暧昧SAP关系
Neither do I find SAP guys stupid or silly when we are only hanging out as good platonic friends, although there can be Very Exasperating Moments. But they are mostly hilarious more than anything. Think Minxiu. Who is in Shanghai now and can’t comment.
But. When the line becomes increasingly indistinctive, when it seems a relationship is growing beyond that of the platonic, and it involves an SAP guy, usually, things get annoyingly complex.
SAP guys (I really don’t know why, but I wish they could be otherwise) are prone to being risk-averse, and/or repressed to the extent it is near to impossible to confirm how they feel towards the girl. And hypothetically, if the girl is someone like me, who does not, cannot and will not take them seriously until they actually articulate it (and that means I stand firmly by the belief and premise that we are only good platonic friends unless he specifically protests and refutes and overthrows it), no matter how “obvious” signals can be, or encouraging things may seem, I suppose we come to a very dead end. There’s only so far teasing and flirting and furtive, knowing looks can take us, which is not very far, anyway. If you need me to be explicit, I can’t, ‘cos I’m a girl. I really do think you should stop making all these subtle moves that drag on into years, and just end the game. You know, like Checkmate! Then we can go on to play monopoly, or whatever that’s more exciting instead of toeing in circles. Boring version of footsie, really.
To quote myself in an earlier entry:
SAP guys suffer from a chronic disability: They can’t sustain your interest – they can’t hold you long enough. Or even if they appear to be interesting and interested, they send out such befuddled signals that you throw in the towel and run away. Basically, they don’t play by the rules, not because they are fun and adventurous, but because they have no idea what the rules are! That is oh-so-horrible – they don’t know where to start and what to do, and just throws you off and disorientates completely with their aimlessness and lack of oomph.
Which means, I can find the SAP guy immensely appealing and attractive. And it seems we are embarking on a good thing. But the good thing never materialises because, well, because he forgets why he is playing chess in the first place?
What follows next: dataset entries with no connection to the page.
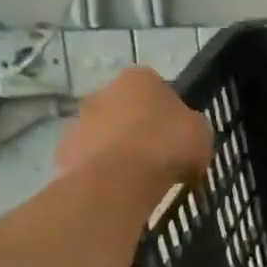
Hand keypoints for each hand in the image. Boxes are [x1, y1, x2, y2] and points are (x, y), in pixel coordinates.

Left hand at [55, 67, 212, 186]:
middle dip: (139, 128)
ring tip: (138, 177)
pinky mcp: (64, 149)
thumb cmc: (167, 145)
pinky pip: (90, 158)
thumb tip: (185, 133)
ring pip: (105, 132)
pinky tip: (118, 187)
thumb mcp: (201, 134)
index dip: (170, 113)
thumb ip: (192, 127)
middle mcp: (104, 90)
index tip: (179, 136)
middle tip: (158, 156)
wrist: (120, 178)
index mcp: (140, 78)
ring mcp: (80, 120)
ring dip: (118, 148)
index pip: (158, 89)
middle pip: (127, 109)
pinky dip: (102, 169)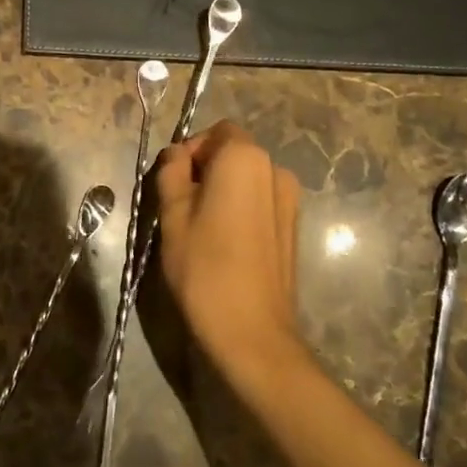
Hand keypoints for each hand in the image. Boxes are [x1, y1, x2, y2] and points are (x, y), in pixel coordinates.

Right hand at [155, 122, 304, 384]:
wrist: (253, 333)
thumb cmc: (204, 268)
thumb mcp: (172, 215)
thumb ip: (171, 172)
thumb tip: (176, 155)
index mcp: (244, 158)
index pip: (215, 132)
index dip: (191, 151)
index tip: (173, 183)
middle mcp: (274, 168)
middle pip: (233, 152)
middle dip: (205, 169)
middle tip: (180, 206)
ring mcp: (290, 198)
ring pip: (247, 178)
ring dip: (223, 189)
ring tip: (202, 227)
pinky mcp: (294, 226)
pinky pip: (261, 200)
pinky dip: (241, 208)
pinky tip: (226, 243)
Somehow, it just doesn’t occur to him to checkmate when the going is still hot and heavy. When he finally plucks out enough guts to end the game officially, the odds are I would have left him and the game before that happens with my chess pieces still standing in cold indignation. What a waste of time. I can’t end the game, isn’t it obvious. You have to, and taking too long will just hasten my walking away from a game that’s a deadlock.
So when I wrote the following:
If I were to be critical, Mr Dimples beams way too much. It’s lethal because he’s blinding me. And he’s so towering! And so nice - so British are his well-mannered ways and sunny disposition. I don’t understand why he’s single. Must be because he was from a SAP school (mine). Even the whole scholar profile, with car, Masters from renowned UK university, very decent defense science career path and all sorts of other worthy, worldly facts can’t compensate for the sick sad SAP past. Eek.
&
Is he from a SAP background. If yes, then heed me, and flee the scene. Or you can continue to see him, but on a strictly no strings attached basis, purely for the pleasure of his company. Don’t even try to figure out his intentions or second guess. Trust me, he doesn’t know himself. He is CONFUSED & IN DENIAL. Attempting to go linear and interpret his gestures is just gonna drive you insane.
It really refers to how the SAP guy is horribly wishy-washy in acknowledging attraction and actively doing something about it, and making it head in a particular direction. It’s a very laidback kind of attitude, that puts the girl through unnecessary duress and stress. Totally avoidable.
As I was telling Lit Hons Grace over Japanese cuisine in Paragon just now, I used to have a very romantic view about such暧昧关系. That we can don’t speak about it directly, but the unspoken is understood and valued. No problem. And It really is A Sign of Trust, Faith and Devotion that we lead separate lives but keep each other closely in mind. It’s not Taking For Granted but a Test we can pass with flying colours because we are so in sync and strongly attached emotionally, that we wouldn’t have to bring it up. When the time is there, we can pick up very naturally from where we are. Of course, over the years, I take issue with the thought. And I have changed my mind. Oh, how I have changed.
For the record, I don’t find anything wrong at all with the SAP girls. I’m one myself. We are a very cool bunch.